*** EXERCISE INPUTS Section Begins ***

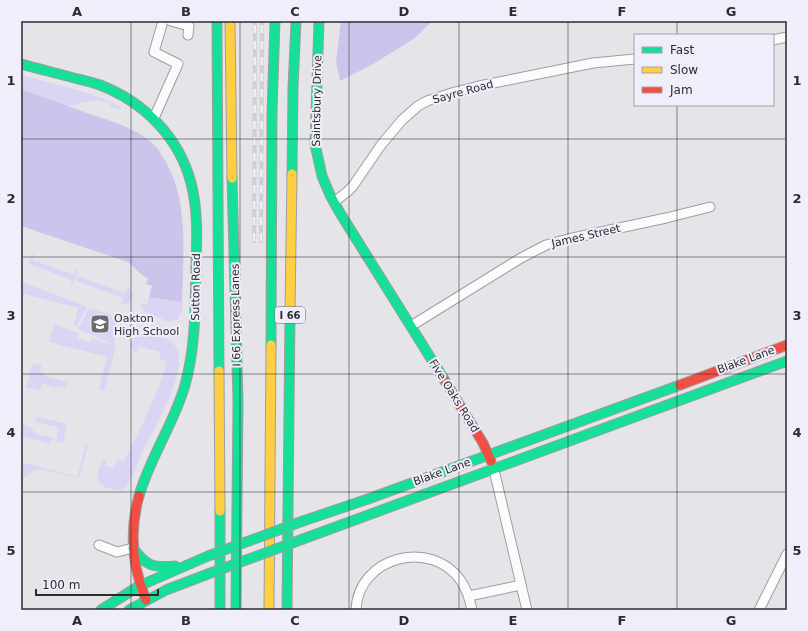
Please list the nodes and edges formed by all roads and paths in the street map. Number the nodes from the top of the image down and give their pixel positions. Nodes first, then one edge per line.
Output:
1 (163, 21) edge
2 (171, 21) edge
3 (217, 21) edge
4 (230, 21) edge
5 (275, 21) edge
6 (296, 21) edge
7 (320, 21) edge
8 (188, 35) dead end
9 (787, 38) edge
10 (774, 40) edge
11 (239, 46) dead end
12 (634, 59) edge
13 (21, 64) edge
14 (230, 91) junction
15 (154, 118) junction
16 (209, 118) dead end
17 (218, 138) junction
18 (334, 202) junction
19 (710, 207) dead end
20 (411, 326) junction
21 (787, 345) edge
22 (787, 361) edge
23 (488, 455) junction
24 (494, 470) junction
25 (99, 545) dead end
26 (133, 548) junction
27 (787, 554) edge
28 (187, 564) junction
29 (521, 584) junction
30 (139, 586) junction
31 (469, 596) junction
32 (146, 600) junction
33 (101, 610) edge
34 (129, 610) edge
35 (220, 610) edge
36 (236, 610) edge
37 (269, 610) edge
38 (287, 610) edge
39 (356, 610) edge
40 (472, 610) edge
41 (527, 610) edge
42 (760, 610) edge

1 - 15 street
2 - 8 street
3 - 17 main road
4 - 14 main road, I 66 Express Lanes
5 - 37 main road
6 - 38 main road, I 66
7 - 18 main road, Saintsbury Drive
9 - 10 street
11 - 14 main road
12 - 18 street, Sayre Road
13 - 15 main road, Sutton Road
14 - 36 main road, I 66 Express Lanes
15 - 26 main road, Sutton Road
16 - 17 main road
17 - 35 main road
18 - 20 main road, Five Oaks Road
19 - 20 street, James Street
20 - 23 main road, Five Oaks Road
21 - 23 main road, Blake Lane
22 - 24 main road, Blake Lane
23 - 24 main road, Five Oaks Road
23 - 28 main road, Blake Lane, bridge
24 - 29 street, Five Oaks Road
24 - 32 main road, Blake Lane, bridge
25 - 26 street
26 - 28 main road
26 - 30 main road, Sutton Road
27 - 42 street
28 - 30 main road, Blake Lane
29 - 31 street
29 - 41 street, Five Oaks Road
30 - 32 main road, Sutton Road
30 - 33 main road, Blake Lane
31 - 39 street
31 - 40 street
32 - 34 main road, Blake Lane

*** EXERCISE INPUTS Section Ends ***

TASK OBJECTIVE:
"Oaks" is the word to look for; copy every line of the data that has it.

EXERCISE RESPONSE:
18 - 20 main road, Five Oaks Road
20 - 23 main road, Five Oaks Road
23 - 24 main road, Five Oaks Road
24 - 29 street, Five Oaks Road
29 - 41 street, Five Oaks Road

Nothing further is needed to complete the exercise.